Slower Training Than Ultralytics

open-mmlab / mmyolo

OpenMMLab YOLO series toolbox and benchmark. Implemented RTMDet, RTMDet-Rotated,YOLOv5, YOLOv6, YOLOv7, YOLOv8,YOLOX, PPYOLOE, etc.

https://mmyolo.readthedocs.io/zh_CN/dev/

GNU General Public License v3.0

2.84k stars 523 forks source link

Slower Training Than Ultralytics #964

Open davidhuangal opened 5 months ago

davidhuangal commented 5 months ago

I have noticed that training is significantly slower with MMYOLO as opposed to Ultralytics using the same parameters and environment. I.e., using the same set of GPUs with the same batch size, both using AMP, both using distributed training, etc.

By significantly, I mean in the range of 3x-4x. Has anyone else run into this issue or figured out how to fix it? I have even tried using the cached mosaic augmentation and even simply removing the mosaic augmentation as the FAQ mentioned this could be a bottleneck and saw no significant increase in training speed.

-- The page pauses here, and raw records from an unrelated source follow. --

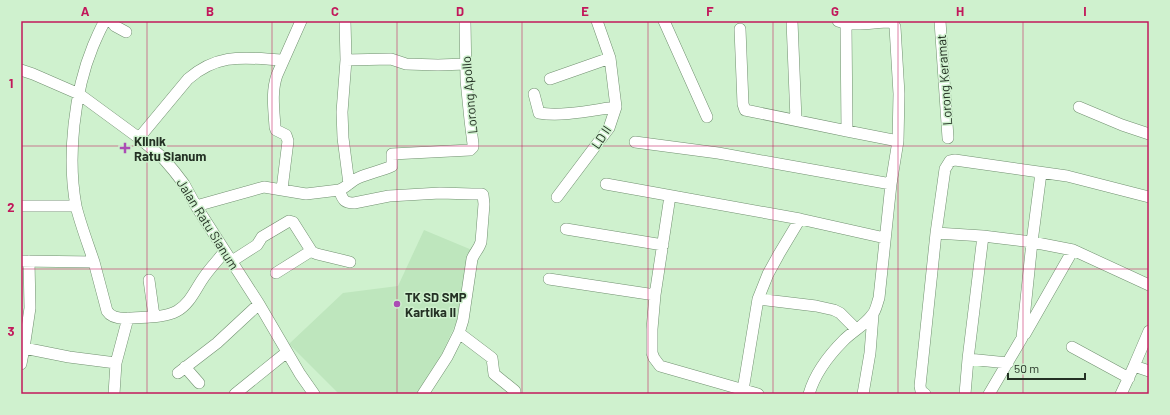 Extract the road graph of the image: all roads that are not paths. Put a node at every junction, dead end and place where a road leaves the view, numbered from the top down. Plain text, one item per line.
1 (105, 21) edge
2 (111, 21) edge
3 (301, 21) edge
4 (344, 21) edge
5 (464, 21) edge
6 (597, 21) edge
7 (664, 21) edge
8 (792, 21) edge
9 (940, 21) edge
10 (842, 22) edge
11 (740, 28) dead end
12 (126, 32) dead end
13 (610, 58) junction
14 (283, 60) junction
15 (346, 60) junction
16 (466, 64) junction
17 (21, 70) edge
18 (550, 79) dead end
19 (79, 94) junction
20 (534, 94) dead end
21 (616, 107) junction
22 (1079, 107) dead end
23 (707, 117) dead end
24 (796, 120) junction
25 (847, 131) junction
26 (1149, 134) edge
27 (139, 138) junction
28 (948, 138) dead end
29 (898, 141) junction
30 (635, 142) dead end
31 (1041, 173) junction
32 (349, 184) junction
33 (606, 184) dead end
34 (891, 184) junction
35 (282, 189) junction
36 (339, 190) junction
37 (670, 196) junction
38 (557, 197) dead end
39 (1149, 197) edge
40 (22, 206) edge
41 (76, 206) junction
42 (196, 206) junction
43 (800, 219) junction
44 (566, 229) dead end
45 (936, 233) junction
46 (982, 236) junction
47 (885, 238) junction
48 (1032, 242) junction
49 (663, 245) junction
50 (310, 250) junction
51 (1073, 250) junction
52 (225, 251) junction
53 (25, 261) edge
54 (232, 261) junction
55 (94, 262) junction
56 (350, 262) dead end
57 (276, 274) dead end
58 (550, 279) dead end
59 (149, 280) dead end
60 (1149, 285) edge
61 (655, 295) junction
62 (758, 299) junction
63 (258, 304) junction
64 (873, 315) junction
65 (154, 316) junction
66 (128, 318) junction
67 (856, 329) junction
68 (1149, 331) edge
69 (459, 333) junction
70 (1022, 338) junction
71 (1072, 347) dead end
72 (24, 348) junction
73 (287, 352) junction
74 (968, 359) junction
75 (1008, 363) junction
76 (21, 364) edge
77 (116, 364) junction
78 (1134, 366) junction
79 (1149, 371) edge
80 (1129, 378) junction
81 (199, 383) dead end
82 (743, 390) junction
83 (114, 394) edge
84 (235, 394) edge
85 (314, 394) edge
86 (423, 394) edge
87 (515, 394) edge
88 (758, 394) edge
89 (810, 394) edge
90 (863, 394) edge
91 (925, 394) edge
92 (965, 394) edge
93 (989, 394) edge
94 (1121, 394) edge

1 - 19 street
2 - 12 street
3 - 14 street
4 - 15 street
5 - 16 street, Lorong Apollo
6 - 13 street, LD II
7 - 23 street
8 - 24 street
9 - 28 street, Lorong Keramat
10 - 25 street
10 - 29 street
11 - 24 street
13 - 18 street
13 - 21 street, LD II
14 - 27 street
14 - 35 street
15 - 16 street
15 - 32 street
16 - 32 street, Lorong Apollo
17 - 19 street, Jalan Ratu Sianum
19 - 27 street, Jalan Ratu Sianum
19 - 41 street
20 - 21 street
21 - 38 street, LD II
22 - 26 street
24 - 25 street
25 - 29 street
27 - 42 street, Jalan Ratu Sianum
29 - 34 street
30 - 34 street
31 - 39 street
31 - 45 street
31 - 48 street
32 - 36 street
33 - 37 street
34 - 47 street
35 - 36 street
35 - 42 street
36 - 69 street
37 - 43 street
37 - 49 street
40 - 41 street
41 - 55 street
42 - 52 street, Jalan Ratu Sianum
43 - 47 street
43 - 62 street
44 - 49 street
45 - 46 street
45 - 91 street
46 - 48 street
46 - 74 street
47 - 64 street
48 - 51 street
48 - 70 street
49 - 61 street
50 - 54 street
50 - 56 street
50 - 57 street
51 - 60 street
51 - 70 street
52 - 54 street, Jalan Ratu Sianum
52 - 65 street
53 - 55 street
53 - 72 street
54 - 63 street, Jalan Ratu Sianum
55 - 66 street
58 - 61 street
59 - 65 street
61 - 82 street
62 - 67 street
62 - 82 street
63 - 73 street, Jalan Ratu Sianum
63 - 81 street
64 - 67 street
64 - 90 street
65 - 66 street
66 - 77 street
67 - 89 street
68 - 78 street
69 - 86 street
69 - 87 street
70 - 75 street
71 - 80 street
72 - 76 street
72 - 77 street
73 - 84 street
73 - 85 street, Jalan Ratu Sianum
74 - 75 street
74 - 92 street
75 - 93 street
77 - 83 street
78 - 79 street
78 - 80 street
80 - 94 street
82 - 88 street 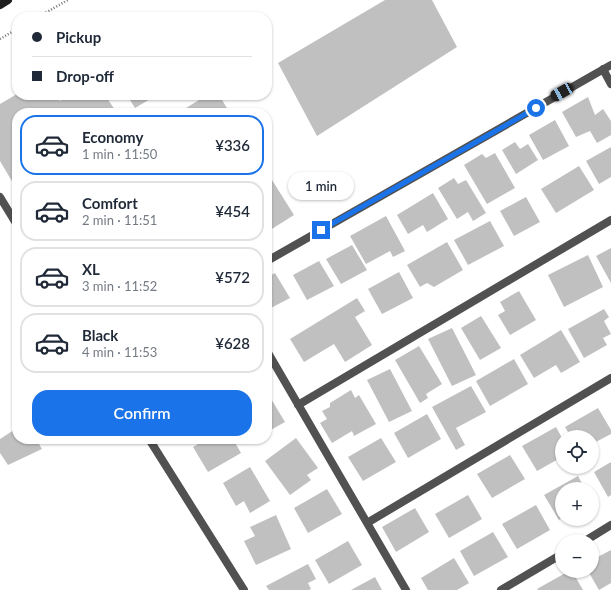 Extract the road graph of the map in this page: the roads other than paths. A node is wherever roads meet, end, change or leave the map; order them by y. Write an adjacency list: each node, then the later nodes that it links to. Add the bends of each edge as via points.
1 (8, 0): 2 (main road)
2 (0, 5)
3 (611, 64): 4 (street)
4 (603, 69): 5 (street); 9 (street)
5 (611, 84)
6 (0, 197): 7 (street)
7 (12, 217)
8 (611, 220): 12 (street)
9 (272, 258)
10 (272, 360): 12 (street)
11 (611, 378): 14 (street)
12 (298, 405): 14 (street)
13 (152, 444): 18 (street)
14 (367, 523): 19 (street)
15 (611, 525): 16 (street)
16 (596, 534)
17 (555, 558): 20 (street)
18 (244, 590)
19 (406, 590)
20 (501, 590) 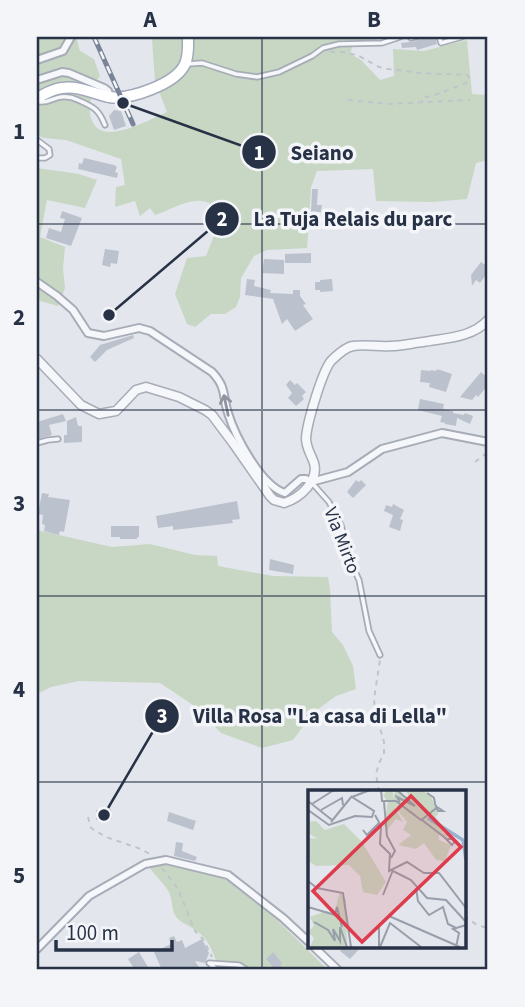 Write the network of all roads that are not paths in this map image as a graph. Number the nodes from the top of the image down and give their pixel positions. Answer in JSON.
{"nodes":[{"id":1,"x":71,"y":37,"type":"edge"},
{"id":2,"x":400,"y":37,"type":"edge"},
{"id":3,"x":439,"y":37,"type":"edge"},
{"id":4,"x":462,"y":37,"type":"edge"},
{"id":5,"x":188,"y":38,"type":"edge"},
{"id":6,"x":37,"y":60,"type":"edge"},
{"id":7,"x":185,"y":64,"type":"junction"},
{"id":8,"x":37,"y":80,"type":"edge"},
{"id":9,"x":110,"y":97,"type":"junction"},
{"id":10,"x":37,"y":98,"type":"edge"},
{"id":11,"x":105,"y":125,"type":"dead end"},
{"id":12,"x":37,"y":140,"type":"edge"},
{"id":13,"x":37,"y":158,"type":"edge"},
{"id":14,"x":37,"y":282,"type":"edge"},
{"id":15,"x":488,"y":320,"type":"edge"},
{"id":16,"x":37,"y":359,"type":"edge"},
{"id":17,"x":58,"y":439,"type":"dead end"},
{"id":18,"x":488,"y":442,"type":"edge"},
{"id":19,"x":37,"y":443,"type":"edge"},
{"id":20,"x":311,"y":482,"type":"junction"},
{"id":21,"x":380,"y":655,"type":"road end"},
{"id":22,"x":308,"y":941,"type":"edge"},
{"id":23,"x":315,"y":948,"type":"edge"},
{"id":24,"x":37,"y":949,"type":"edge"},
{"id":25,"x":217,"y":970,"type":"edge"},
{"id":26,"x":247,"y":970,"type":"edge"},
{"id":27,"x":338,"y":970,"type":"edge"}],
"edges":[{"from":1,"to":6,"type":"street"},
{"from":2,"to":7,"type":"lane"},
{"from":3,"to":4,"type":"lane"},
{"from":5,"to":7,"type":"main road"},
{"from":7,"to":9,"type":"main road"},
{"from":8,"to":9,"type":"street"},
{"from":9,"to":10,"type":"main road"},
{"from":10,"to":11,"type":"lane"},
{"from":12,"to":13,"type":"lane"},
{"from":20,"to":14,"type":"street","one_way":true},
{"from":15,"to":20,"type":"street"},
{"from":16,"to":20,"type":"street"},
{"from":17,"to":19,"type":"lane"},
{"from":18,"to":20,"type":"street"},
{"from":20,"to":21,"type":"lane","name":"Via Mirto"},
{"from":22,"to":24,"type":"street"},
{"from":23,"to":27,"type":"street"},
{"from":25,"to":26,"type":"lane"}]}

lianxintao commented 5 months ago

yes，i find the same problem

PushpakBhoge commented 2 months ago

@davidhuangal I think it is kind of trade off. the ultralytics implementation is very tighthley written there code is very hard to read and if you want to modify it good luck! point is that it's not a very modular, readable and in results not very customizable friendly. here it is very much customizable I used yolov5 as RPN in mask-RCNN from mmdet then also Resnet as backbone all those things are possible and we loose speed for flexibility, it's trade off.

it can be improved though but seems like this project is abandoned, there are no commits in main branch since 9 month.